■ **Directions for this task**:
Output all the data exactly as it appears below.
════════════════════
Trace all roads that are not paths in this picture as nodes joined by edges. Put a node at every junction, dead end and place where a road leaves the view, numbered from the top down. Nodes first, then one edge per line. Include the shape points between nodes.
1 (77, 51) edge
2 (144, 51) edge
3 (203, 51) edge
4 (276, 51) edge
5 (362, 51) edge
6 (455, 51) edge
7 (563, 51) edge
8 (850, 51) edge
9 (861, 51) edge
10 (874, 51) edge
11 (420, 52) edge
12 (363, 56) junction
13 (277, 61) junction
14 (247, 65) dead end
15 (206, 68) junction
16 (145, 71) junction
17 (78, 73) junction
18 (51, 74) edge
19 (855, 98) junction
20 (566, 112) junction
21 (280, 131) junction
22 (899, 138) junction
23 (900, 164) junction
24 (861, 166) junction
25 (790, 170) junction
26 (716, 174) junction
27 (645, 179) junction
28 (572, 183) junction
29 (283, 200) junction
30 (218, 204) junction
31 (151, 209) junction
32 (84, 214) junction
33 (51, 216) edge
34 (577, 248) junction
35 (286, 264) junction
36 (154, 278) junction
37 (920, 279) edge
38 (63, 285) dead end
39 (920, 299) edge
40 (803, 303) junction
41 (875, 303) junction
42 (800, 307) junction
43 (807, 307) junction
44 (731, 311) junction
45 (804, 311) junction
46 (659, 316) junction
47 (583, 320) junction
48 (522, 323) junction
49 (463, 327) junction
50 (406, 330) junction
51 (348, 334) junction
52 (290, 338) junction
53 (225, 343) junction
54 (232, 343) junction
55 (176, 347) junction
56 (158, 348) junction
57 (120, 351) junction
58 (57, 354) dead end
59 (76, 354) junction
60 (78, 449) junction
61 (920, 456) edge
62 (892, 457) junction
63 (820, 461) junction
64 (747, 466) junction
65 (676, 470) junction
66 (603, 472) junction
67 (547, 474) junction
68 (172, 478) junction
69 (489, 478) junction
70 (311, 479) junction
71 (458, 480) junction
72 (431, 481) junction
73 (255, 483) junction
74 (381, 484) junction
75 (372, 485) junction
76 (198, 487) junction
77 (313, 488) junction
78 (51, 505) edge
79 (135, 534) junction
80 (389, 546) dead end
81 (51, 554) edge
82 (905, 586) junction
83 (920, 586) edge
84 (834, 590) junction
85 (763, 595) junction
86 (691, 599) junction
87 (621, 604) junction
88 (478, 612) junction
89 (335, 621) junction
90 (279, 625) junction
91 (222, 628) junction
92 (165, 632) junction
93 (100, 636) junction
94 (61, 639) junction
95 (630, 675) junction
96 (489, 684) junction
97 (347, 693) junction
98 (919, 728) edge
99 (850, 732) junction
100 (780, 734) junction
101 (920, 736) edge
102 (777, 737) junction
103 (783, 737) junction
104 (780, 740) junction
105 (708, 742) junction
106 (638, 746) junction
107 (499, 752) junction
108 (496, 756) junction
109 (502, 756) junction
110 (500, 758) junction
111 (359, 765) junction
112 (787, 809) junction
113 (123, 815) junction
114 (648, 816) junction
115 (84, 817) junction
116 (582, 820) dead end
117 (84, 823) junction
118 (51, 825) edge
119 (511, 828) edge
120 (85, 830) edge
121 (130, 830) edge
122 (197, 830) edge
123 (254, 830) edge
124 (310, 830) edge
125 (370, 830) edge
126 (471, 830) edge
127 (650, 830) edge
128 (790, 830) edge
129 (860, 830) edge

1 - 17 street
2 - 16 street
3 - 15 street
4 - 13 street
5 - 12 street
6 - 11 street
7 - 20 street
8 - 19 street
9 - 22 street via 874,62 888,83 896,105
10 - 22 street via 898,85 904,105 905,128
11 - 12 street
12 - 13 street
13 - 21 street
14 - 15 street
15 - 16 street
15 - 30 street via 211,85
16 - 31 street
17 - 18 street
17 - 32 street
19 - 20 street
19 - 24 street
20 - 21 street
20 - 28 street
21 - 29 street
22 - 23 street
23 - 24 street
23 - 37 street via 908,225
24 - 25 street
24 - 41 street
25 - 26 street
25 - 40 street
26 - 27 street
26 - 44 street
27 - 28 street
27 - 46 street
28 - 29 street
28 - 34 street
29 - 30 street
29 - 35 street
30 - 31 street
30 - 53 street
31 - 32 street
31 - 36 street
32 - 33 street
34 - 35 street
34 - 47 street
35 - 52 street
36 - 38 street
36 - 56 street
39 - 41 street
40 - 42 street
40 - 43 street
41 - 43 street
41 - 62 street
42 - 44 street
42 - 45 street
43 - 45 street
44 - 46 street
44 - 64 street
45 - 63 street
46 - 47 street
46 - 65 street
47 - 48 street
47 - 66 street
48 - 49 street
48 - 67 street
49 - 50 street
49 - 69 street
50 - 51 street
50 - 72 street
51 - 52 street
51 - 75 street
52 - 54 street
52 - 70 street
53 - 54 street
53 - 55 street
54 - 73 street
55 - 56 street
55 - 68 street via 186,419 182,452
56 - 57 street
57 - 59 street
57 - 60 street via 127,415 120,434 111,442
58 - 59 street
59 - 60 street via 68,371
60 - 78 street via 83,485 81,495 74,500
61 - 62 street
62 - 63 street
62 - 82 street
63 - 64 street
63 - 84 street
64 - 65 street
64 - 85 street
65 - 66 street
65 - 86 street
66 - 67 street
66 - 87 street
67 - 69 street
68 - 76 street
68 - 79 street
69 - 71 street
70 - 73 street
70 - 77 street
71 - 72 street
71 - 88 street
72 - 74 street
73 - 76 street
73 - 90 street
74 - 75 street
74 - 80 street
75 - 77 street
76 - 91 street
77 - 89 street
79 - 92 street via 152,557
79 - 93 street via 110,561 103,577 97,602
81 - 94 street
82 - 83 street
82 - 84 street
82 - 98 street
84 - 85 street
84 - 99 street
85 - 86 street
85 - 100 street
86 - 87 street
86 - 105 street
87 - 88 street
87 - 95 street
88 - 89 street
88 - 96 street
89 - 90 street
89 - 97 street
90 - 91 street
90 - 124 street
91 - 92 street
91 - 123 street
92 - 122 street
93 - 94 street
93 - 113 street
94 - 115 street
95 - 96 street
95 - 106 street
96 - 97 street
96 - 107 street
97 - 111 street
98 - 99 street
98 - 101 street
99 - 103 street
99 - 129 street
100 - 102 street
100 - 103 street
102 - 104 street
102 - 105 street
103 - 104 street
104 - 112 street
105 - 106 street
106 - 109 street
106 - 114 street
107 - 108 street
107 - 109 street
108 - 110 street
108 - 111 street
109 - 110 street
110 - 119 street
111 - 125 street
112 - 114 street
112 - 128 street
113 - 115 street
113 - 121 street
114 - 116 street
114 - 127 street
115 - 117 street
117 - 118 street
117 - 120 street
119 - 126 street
════════════════════
■ **Task answer**:
Trace all roads that are not paths in this picture as nodes joined by edges. Put a node at every junction, dead end and place where a road leaves the view, numbered from the top down. Nodes first, then one edge per line. Include the shape points between nodes.
1 (77, 51) edge
2 (144, 51) edge
3 (203, 51) edge
4 (276, 51) edge
5 (362, 51) edge
6 (455, 51) edge
7 (563, 51) edge
8 (850, 51) edge
9 (861, 51) edge
10 (874, 51) edge
11 (420, 52) edge
12 (363, 56) junction
13 (277, 61) junction
14 (247, 65) dead end
15 (206, 68) junction
16 (145, 71) junction
17 (78, 73) junction
18 (51, 74) edge
19 (855, 98) junction
20 (566, 112) junction
21 (280, 131) junction
22 (899, 138) junction
23 (900, 164) junction
24 (861, 166) junction
25 (790, 170) junction
26 (716, 174) junction
27 (645, 179) junction
28 (572, 183) junction
29 (283, 200) junction
30 (218, 204) junction
31 (151, 209) junction
32 (84, 214) junction
33 (51, 216) edge
34 (577, 248) junction
35 (286, 264) junction
36 (154, 278) junction
37 (920, 279) edge
38 (63, 285) dead end
39 (920, 299) edge
40 (803, 303) junction
41 (875, 303) junction
42 (800, 307) junction
43 (807, 307) junction
44 (731, 311) junction
45 (804, 311) junction
46 (659, 316) junction
47 (583, 320) junction
48 (522, 323) junction
49 (463, 327) junction
50 (406, 330) junction
51 (348, 334) junction
52 (290, 338) junction
53 (225, 343) junction
54 (232, 343) junction
55 (176, 347) junction
56 (158, 348) junction
57 (120, 351) junction
58 (57, 354) dead end
59 (76, 354) junction
60 (78, 449) junction
61 (920, 456) edge
62 (892, 457) junction
63 (820, 461) junction
64 (747, 466) junction
65 (676, 470) junction
66 (603, 472) junction
67 (547, 474) junction
68 (172, 478) junction
69 (489, 478) junction
70 (311, 479) junction
71 (458, 480) junction
72 (431, 481) junction
73 (255, 483) junction
74 (381, 484) junction
75 (372, 485) junction
76 (198, 487) junction
77 (313, 488) junction
78 (51, 505) edge
79 (135, 534) junction
80 (389, 546) dead end
81 (51, 554) edge
82 (905, 586) junction
83 (920, 586) edge
84 (834, 590) junction
85 (763, 595) junction
86 (691, 599) junction
87 (621, 604) junction
88 (478, 612) junction
89 (335, 621) junction
90 (279, 625) junction
91 (222, 628) junction
92 (165, 632) junction
93 (100, 636) junction
94 (61, 639) junction
95 (630, 675) junction
96 (489, 684) junction
97 (347, 693) junction
98 (919, 728) edge
99 (850, 732) junction
100 (780, 734) junction
101 (920, 736) edge
102 (777, 737) junction
103 (783, 737) junction
104 (780, 740) junction
105 (708, 742) junction
106 (638, 746) junction
107 (499, 752) junction
108 (496, 756) junction
109 (502, 756) junction
110 (500, 758) junction
111 (359, 765) junction
112 (787, 809) junction
113 (123, 815) junction
114 (648, 816) junction
115 (84, 817) junction
116 (582, 820) dead end
117 (84, 823) junction
118 (51, 825) edge
119 (511, 828) edge
120 (85, 830) edge
121 (130, 830) edge
122 (197, 830) edge
123 (254, 830) edge
124 (310, 830) edge
125 (370, 830) edge
126 (471, 830) edge
127 (650, 830) edge
128 (790, 830) edge
129 (860, 830) edge

1 - 17 street
2 - 16 street
3 - 15 street
4 - 13 street
5 - 12 street
6 - 11 street
7 - 20 street
8 - 19 street
9 - 22 street via 874,62 888,83 896,105
10 - 22 street via 898,85 904,105 905,128
11 - 12 street
12 - 13 street
13 - 21 street
14 - 15 street
15 - 16 street
15 - 30 street via 211,85
16 - 31 street
17 - 18 street
17 - 32 street
19 - 20 street
19 - 24 street
20 - 21 street
20 - 28 street
21 - 29 street
22 - 23 street
23 - 24 street
23 - 37 street via 908,225
24 - 25 street
24 - 41 street
25 - 26 street
25 - 40 street
26 - 27 street
26 - 44 street
27 - 28 street
27 - 46 street
28 - 29 street
28 - 34 street
29 - 30 street
29 - 35 street
30 - 31 street
30 - 53 street
31 - 32 street
31 - 36 street
32 - 33 street
34 - 35 street
34 - 47 street
35 - 52 street
36 - 38 street
36 - 56 street
39 - 41 street
40 - 42 street
40 - 43 street
41 - 43 street
41 - 62 street
42 - 44 street
42 - 45 street
43 - 45 street
44 - 46 street
44 - 64 street
45 - 63 street
46 - 47 street
46 - 65 street
47 - 48 street
47 - 66 street
48 - 49 street
48 - 67 street
49 - 50 street
49 - 69 street
50 - 51 street
50 - 72 street
51 - 52 street
51 - 75 street
52 - 54 street
52 - 70 street
53 - 54 street
53 - 55 street
54 - 73 street
55 - 56 street
55 - 68 street via 186,419 182,452
56 - 57 street
57 - 59 street
57 - 60 street via 127,415 120,434 111,442
58 - 59 street
59 - 60 street via 68,371
60 - 78 street via 83,485 81,495 74,500
61 - 62 street
62 - 63 street
62 - 82 street
63 - 64 street
63 - 84 street
64 - 65 street
64 - 85 street
65 - 66 street
65 - 86 street
66 - 67 street
66 - 87 street
67 - 69 street
68 - 76 street
68 - 79 street
69 - 71 street
70 - 73 street
70 - 77 street
71 - 72 street
71 - 88 street
72 - 74 street
73 - 76 street
73 - 90 street
74 - 75 street
74 - 80 street
75 - 77 street
76 - 91 street
77 - 89 street
79 - 92 street via 152,557
79 - 93 street via 110,561 103,577 97,602
81 - 94 street
82 - 83 street
82 - 84 street
82 - 98 street
84 - 85 street
84 - 99 street
85 - 86 street
85 - 100 street
86 - 87 street
86 - 105 street
87 - 88 street
87 - 95 street
88 - 89 street
88 - 96 street
89 - 90 street
89 - 97 street
90 - 91 street
90 - 124 street
91 - 92 street
91 - 123 street
92 - 122 street
93 - 94 street
93 - 113 street
94 - 115 street
95 - 96 street
95 - 106 street
96 - 97 street
96 - 107 street
97 - 111 street
98 - 99 street
98 - 101 street
99 - 103 street
99 - 129 street
100 - 102 street
100 - 103 street
102 - 104 street
102 - 105 street
103 - 104 street
104 - 112 street
105 - 106 street
106 - 109 street
106 - 114 street
107 - 108 street
107 - 109 street
108 - 110 street
108 - 111 street
109 - 110 street
110 - 119 street
111 - 125 street
112 - 114 street
112 - 128 street
113 - 115 street
113 - 121 street
114 - 116 street
114 - 127 street
115 - 117 street
117 - 118 street
117 - 120 street
119 - 126 street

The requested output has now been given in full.